Post 2: Does the Internet Make You Smarter or Dumber?
Posted By: Pavan Muzumdar
Posted: 6/25/2010
A couple of weeks ago in the Wall Street Journal there was a spirited debate about the impact of the Internet on human learning, education, and smarts. On the one hand, Nicholas Carr, the author of The Shallows, says that the constant distraction, emailing, tweeting, facebooking, googling, and browsing in general is taking away depth of thought from our activities. We are becoming superficial reactive entities incapable of insightful, comprehensive, and comprehending thought, he claims.

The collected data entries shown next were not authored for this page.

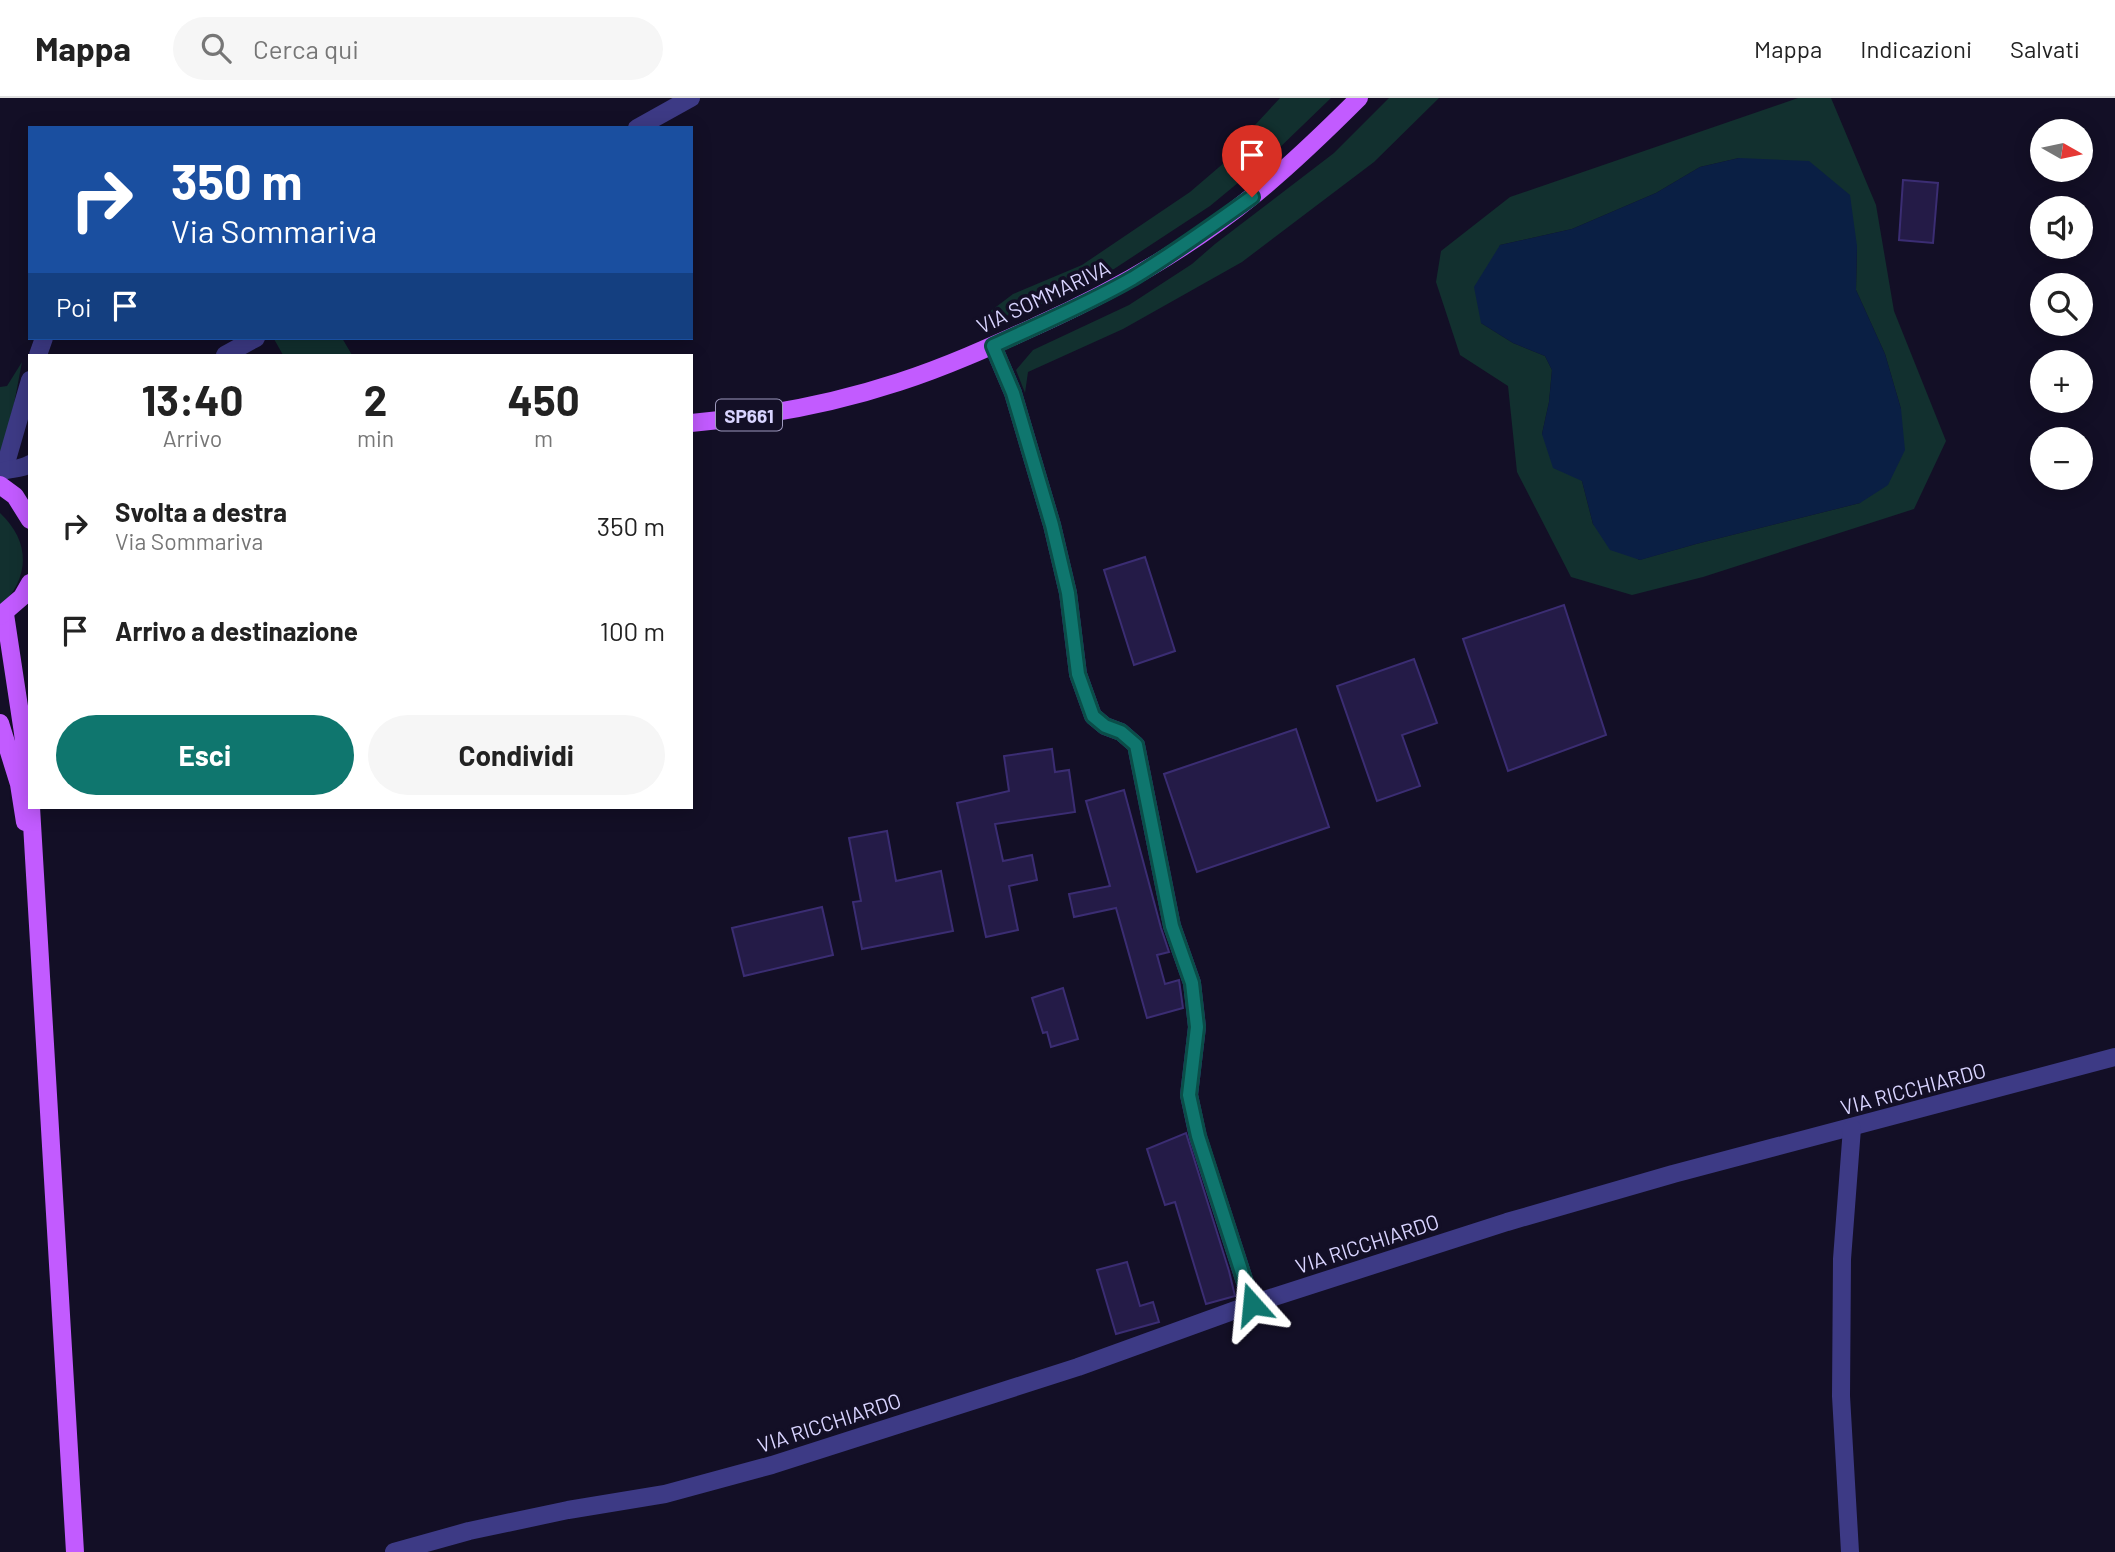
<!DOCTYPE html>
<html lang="it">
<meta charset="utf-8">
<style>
body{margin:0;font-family:Barlow,sans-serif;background:#f6f6f6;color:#222;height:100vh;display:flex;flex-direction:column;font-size:26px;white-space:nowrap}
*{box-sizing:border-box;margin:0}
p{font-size:23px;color:#767676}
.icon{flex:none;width:38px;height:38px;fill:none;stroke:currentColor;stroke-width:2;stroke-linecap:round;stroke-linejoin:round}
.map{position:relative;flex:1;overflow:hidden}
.drawer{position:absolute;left:28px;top:256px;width:665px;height:455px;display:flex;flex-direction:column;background:#fff;border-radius:0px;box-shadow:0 4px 18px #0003}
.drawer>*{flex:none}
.top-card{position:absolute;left:28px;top:28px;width:665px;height:214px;border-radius:0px;box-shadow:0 4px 18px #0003;background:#1a4fa0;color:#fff;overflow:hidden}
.needle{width:46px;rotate:99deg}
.fabs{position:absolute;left:2030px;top:21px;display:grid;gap:14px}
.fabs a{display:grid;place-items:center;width:63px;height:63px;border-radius:50%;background:#fff;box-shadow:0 4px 18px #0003;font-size:35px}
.pin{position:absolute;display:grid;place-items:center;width:60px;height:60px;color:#fff;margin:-72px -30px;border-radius:50% 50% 50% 0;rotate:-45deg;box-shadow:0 0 7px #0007}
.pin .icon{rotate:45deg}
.me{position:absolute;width:77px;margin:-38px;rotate:342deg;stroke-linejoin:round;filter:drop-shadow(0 0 5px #0008)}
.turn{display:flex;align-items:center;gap:24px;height:147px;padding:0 28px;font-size:32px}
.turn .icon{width:91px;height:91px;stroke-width:2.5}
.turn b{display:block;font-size:49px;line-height:60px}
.then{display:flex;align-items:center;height:66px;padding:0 28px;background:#0003;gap:14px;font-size:26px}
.eta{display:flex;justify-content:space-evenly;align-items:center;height:119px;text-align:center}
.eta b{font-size:42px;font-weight:700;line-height:49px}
.button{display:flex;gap:14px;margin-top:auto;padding:14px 28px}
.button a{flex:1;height:80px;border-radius:42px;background:#0f766e;color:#fff;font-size:28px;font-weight:700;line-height:80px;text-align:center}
.button a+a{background:#f6f6f6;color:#222}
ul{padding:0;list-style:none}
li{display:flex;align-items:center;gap:21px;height:105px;padding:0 28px}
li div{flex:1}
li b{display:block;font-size:26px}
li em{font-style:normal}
header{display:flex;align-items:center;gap:42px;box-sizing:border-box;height:98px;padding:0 35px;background:#fff;border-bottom:2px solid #e0e0e0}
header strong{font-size:33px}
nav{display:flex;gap:38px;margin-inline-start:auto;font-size:24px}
.search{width:490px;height:63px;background:#f6f6f6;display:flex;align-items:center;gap:18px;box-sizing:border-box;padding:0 24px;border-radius:38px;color:#767676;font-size:26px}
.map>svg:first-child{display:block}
.green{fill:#12302f;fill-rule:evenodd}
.water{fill:#0a1f44}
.building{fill:#241b47;stroke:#3b2d73;stroke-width:2}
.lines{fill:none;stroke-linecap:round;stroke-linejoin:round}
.minor{stroke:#3d3a85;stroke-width:18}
.major{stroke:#c25bff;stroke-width:18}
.route-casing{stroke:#0a4d48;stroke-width:18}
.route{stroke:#0f766e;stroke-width:12}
.labels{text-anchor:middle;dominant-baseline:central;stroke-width:7;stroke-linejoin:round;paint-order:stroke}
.shield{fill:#130f26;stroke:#9e99be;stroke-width:2}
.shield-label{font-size:19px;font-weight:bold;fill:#d9d4ff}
.street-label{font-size:21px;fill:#d9d4ff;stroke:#130f26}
</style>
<header>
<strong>Mappa</strong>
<div class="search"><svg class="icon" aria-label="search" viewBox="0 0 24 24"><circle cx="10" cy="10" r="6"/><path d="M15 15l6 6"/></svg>Cerca qui</div>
<nav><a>Mappa</a><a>Indicazioni</a><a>Salvati</a></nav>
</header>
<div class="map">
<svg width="2115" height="1454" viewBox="0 0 2115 1454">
<rect width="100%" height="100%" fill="#130f26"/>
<!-- green -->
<g class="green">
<path d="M1280,0h51l-57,55 -64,53 -96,63 -88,42 -51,12 38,-29 69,-29 108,-73 49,-42 16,-25z"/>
<path d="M1389,0h50l-65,64 -132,100 -119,67 -95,43 -3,21 -9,-23 17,-20 96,-45 63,-41 23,-20 119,-91z"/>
<path d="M1798,0h33l45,107 18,106 52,130 -32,68 -211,68 -71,18 -61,-18 -54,-105 -9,-86 -48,-31 -24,-73 5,-31 69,-54zM1739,60l118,88 -1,44 29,64 16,55 -41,94 -164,41 -57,16 -46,-36 -11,-43 -40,-47 7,-32 3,-32 -7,-14 -32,-13 -32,-20 19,-78 72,-16 84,-36 44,-26z"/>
<path d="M277,240h65l10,17h-69l-9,-16z"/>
<path d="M22,264l-8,42 -14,52v-69l7,-1z"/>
<path d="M0,415c31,29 30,65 0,94z"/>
</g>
<!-- water -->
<path class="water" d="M1739,60l70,3 41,34 7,51 -1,44 29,64 16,55 4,41 -17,35 -28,18 -164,41 -56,16 -30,-10 -17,-26 -11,-43 -29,-13 -11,-34 7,-32 3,-32 -7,-14 -32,-13 -32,-20 -7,-36 26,-42 72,-16 84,-36 44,-26z"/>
<!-- building -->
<g class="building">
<path d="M1903,82l35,3 -5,60 -34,-3z"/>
<path d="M1145,459l30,94 -41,14 -30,-95z"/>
<path d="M1564,507l42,130 -98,36 -45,-132z"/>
<path d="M1414,561l23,64 -35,12 18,51 -43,15 -40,-115z"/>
<path d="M1296,631l33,98 -132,45 -33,-98z"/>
<path d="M1052,651l3,23 14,-2 6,42 -80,12 8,37 29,-6 5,25 -28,6 9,44 -32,7 -29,-134 52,-12 -5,-35z"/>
<path d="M1124,692l37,138 8,24 -12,3 8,29 14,-4 4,28 -36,10 -31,-110 -42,9 -5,-23 41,-8 -24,-85z"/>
<path d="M887,733l9,50 45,-10 12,60 -91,18 -9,-47 8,-1 -12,-63z"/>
<path d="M822,809l11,48 -89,21 -12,-48z"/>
<path d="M1063,890l15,51 -27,8 -4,-15 -4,1 -11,-35z"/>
<path d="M1186,1035l43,138 6,25 -29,8 -31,-102 -10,3 -18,-56z"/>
<path d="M1127,1164l13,44 13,-4 6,20 -43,12 -19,-64z"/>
</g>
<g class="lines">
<!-- minor -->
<g class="minor">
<path d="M637,30l54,-30"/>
<path d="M993,248l20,47 39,132 16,68 10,81 15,42 12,10 16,6 15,13 36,181 20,57 5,44 -8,68 9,42 54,167"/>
<path d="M38,257l6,-17"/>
<path d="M225,257l31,-17"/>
<path d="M4,372l26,-90"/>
<path d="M0,375c9,-6 18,-2 30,-9"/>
<path d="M394,1454l75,-21 99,-21 97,-16 107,-29 306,-98 174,-63 255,-82 166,-48 442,-117"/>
<path d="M1850,1454l-9,-156 1,-137 10,-131"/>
</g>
<!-- major -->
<g class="major">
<path d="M691,325c70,-6 141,-19 208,-41 47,-15 93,-36 137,-56 78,-35 152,-77 218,-131 37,-30 71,-63 105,-97"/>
<path d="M0,387l15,11 15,24"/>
<path d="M5,516l18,119 6,57"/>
<path d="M0,518l22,-19 8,-14"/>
<path d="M0,625l19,61 6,38"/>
<path d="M31,709l44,745"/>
</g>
</g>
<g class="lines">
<!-- route casing -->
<g class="route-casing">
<path id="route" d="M1252,99c-39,28 -78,56 -119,81 -45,26 -93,46 -140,68l20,47 39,132 16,68 10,81 15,42 12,10 16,6 15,13 36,181 20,57 5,44 -8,68 9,41 54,168"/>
</g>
<!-- route -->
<use href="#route" class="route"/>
</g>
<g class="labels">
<!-- shield labels -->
<rect class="shield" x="716" y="301.5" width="66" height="31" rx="5"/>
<g class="shield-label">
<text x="749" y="317">SP661</text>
</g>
<!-- street labels -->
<g class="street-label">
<text transform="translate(1043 198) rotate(-25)">VIA SOMMARIVA</text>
<text transform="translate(1913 990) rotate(-15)">VIA RICCHIARDO</text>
<text transform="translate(1367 1145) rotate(-18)">VIA RICCHIARDO</text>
<text transform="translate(829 1324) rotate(-18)">VIA RICCHIARDO</text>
</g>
</g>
</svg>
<div class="fabs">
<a><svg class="needle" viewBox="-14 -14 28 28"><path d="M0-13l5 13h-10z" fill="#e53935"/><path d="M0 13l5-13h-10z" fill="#767676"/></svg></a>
<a><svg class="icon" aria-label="sound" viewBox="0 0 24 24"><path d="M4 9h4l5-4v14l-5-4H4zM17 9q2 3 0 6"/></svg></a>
<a><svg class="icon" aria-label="search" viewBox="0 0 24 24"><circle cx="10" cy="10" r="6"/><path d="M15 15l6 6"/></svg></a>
<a>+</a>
<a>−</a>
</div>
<div class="pin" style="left:1252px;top:99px;background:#d93025"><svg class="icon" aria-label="arrive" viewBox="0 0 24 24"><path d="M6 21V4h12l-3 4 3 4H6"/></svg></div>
<svg class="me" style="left:1252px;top:1206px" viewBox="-20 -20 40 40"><path d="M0-17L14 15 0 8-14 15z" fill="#0f766e" stroke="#fff" stroke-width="4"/></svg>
<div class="top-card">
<div class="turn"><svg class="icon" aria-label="right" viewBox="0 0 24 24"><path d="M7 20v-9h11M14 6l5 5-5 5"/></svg><div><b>350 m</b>Via Sommariva</div></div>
<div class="then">Poi<svg class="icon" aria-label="arrive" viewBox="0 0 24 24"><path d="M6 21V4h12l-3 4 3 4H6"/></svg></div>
</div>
<section class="drawer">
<div class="eta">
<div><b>13:40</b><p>Arrivo</p></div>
<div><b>2</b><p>min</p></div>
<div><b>450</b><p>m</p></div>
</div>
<ul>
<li><svg class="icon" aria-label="right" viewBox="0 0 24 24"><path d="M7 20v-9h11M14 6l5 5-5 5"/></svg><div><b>Svolta a destra</b><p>Via Sommariva</p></div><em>350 m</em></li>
<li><svg class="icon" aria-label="arrive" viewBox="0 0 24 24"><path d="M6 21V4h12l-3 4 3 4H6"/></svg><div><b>Arrivo a destinazione</b></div><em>100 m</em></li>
</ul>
<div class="button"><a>Esci</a><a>Condividi</a></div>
</section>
</div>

Clay Shirky, the author of Cognitive Surplus:… on the other hand says all this thought is rubbish. The access, he says, to all this information can only make us smarter. Sure, the ability to belt out a blog quickly and post it on the Internet leads to increasing amounts of mediocrity, but that doesn't mean that there aren't also more works of higher quality and more insight simply because of the access to ever-increasing information.
I tend to agree… with both of them.
Not long ago I found myself becoming a point and click junkie without paying deep attention to any one particular thing. The constant emails coming in and my relentless pursuit of keeping a clean inbox meant that I kept going back to it, switching between tasks and not really getting anything done. Then one day I stumbled upon a change that has made my life a lot easier.
During a switchover to a new laptop, I also decided to change email programs. It so happened that because of some network configuration quirk, every time this program checked for new mail every five minutes or so, the way I had initially set it up, my computer would lock up and I wouldn't be able to do anything. This drove me nuts enough to set up the program to stop automatically downloading email. What happened next was interesting.
Not only did the lock-ups stop because I was controlling when email was being downloaded, but I noticed that I was focusing more on work that I was doing and getting things done more and generally feeling less distracted. I figured out what the problem was with the lock-ups, but I left the mail download setting the same way. Now I check my email when I am ready and not when the computer wants to give it to me!
But on the other hand I find myself a lot smarter because of the immediate access to information that the 'Net gives me. The other day, I was talking to a student who had an idea for a product that he was thinking of. It was an add-on accessory for the iPhone. He had obviously given it some thought and it seemed like a useful product.
A quick Google search revealed that not only was this product available for purchase, but there were a couple of manufacturers making it. We were not only able to validate that he had a good idea, but at what price point it could be sold. Of course it probably didn't make sense to try to make it 'til he had the checked out the competition. A little bit of a disappointment, but also what a confidence booster! More importantly, we found this out in a matter of seconds. A few years ago, this could have been an expensive marketing study.